§ **Work item**
Return the number of lines below that contain "California"; nothing else belongs in the reply.

Data items
---

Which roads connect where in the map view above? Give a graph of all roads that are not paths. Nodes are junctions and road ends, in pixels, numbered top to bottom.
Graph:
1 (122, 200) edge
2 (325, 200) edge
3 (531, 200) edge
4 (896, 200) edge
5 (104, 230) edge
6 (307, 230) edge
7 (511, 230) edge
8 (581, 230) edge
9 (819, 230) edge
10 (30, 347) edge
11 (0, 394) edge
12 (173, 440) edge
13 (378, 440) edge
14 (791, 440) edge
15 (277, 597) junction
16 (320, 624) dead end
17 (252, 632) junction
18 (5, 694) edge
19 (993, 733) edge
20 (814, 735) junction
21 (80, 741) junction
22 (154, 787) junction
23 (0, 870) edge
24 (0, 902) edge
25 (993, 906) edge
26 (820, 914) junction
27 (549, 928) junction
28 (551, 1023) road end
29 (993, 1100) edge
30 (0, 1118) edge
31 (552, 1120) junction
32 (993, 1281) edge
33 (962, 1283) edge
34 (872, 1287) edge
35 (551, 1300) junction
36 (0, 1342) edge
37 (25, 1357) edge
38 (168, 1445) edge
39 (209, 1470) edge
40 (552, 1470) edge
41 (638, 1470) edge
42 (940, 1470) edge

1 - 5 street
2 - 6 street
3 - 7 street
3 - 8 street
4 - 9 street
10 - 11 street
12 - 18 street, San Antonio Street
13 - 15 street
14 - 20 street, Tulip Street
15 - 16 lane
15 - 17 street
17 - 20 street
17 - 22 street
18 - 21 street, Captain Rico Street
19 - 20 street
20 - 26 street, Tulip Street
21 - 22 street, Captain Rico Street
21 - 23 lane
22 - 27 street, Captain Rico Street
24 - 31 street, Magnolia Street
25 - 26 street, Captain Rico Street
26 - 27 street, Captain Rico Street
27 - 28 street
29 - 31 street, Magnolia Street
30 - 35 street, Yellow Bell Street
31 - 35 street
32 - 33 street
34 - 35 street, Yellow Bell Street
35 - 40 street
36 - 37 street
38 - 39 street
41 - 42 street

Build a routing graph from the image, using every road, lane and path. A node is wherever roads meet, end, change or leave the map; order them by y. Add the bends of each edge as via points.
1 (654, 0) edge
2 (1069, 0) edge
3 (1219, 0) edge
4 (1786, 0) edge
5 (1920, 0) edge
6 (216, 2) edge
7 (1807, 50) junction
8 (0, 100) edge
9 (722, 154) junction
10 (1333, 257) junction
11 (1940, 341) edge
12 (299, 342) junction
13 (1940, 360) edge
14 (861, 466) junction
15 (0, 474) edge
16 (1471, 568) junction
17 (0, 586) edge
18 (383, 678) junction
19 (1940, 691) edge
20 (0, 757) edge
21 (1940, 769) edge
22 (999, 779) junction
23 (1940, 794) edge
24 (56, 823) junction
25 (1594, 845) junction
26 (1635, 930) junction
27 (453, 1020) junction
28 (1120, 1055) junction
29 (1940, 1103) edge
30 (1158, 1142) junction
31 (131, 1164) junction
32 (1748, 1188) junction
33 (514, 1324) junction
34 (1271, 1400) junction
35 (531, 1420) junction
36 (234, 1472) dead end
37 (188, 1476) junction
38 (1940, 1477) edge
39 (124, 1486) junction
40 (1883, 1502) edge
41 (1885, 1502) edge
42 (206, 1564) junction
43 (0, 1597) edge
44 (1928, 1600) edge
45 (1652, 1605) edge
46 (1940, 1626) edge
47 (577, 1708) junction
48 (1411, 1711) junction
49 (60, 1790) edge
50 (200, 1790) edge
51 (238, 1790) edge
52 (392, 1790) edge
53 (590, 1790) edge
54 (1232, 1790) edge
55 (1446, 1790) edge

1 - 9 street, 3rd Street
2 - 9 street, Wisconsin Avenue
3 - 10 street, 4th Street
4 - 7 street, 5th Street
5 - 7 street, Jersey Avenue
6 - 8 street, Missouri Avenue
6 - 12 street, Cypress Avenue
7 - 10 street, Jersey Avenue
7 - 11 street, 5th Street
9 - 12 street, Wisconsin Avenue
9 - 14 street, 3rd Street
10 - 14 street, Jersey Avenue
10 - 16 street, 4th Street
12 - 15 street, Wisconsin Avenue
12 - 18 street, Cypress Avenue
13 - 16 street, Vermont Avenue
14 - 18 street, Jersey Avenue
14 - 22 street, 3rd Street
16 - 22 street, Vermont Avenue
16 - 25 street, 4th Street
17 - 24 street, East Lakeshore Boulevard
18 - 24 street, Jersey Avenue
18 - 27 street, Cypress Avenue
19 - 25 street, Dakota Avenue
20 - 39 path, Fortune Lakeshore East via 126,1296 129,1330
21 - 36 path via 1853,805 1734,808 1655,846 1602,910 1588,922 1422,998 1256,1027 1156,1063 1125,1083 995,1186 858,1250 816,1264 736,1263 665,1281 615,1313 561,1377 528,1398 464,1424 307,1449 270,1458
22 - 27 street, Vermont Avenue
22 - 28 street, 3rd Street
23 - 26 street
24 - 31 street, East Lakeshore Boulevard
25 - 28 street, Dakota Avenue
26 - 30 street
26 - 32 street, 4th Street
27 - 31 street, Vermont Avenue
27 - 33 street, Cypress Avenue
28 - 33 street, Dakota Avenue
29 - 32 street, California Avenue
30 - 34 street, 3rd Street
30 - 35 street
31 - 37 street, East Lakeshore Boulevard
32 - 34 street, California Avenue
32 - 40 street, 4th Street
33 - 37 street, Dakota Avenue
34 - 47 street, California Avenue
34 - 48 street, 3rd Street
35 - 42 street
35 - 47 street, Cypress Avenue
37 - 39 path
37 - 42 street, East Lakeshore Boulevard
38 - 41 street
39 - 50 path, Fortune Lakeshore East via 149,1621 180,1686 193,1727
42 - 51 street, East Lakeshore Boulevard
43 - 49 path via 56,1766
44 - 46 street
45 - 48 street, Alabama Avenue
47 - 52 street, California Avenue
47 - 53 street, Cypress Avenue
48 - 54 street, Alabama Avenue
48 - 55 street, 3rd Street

---

§ **Response area**
4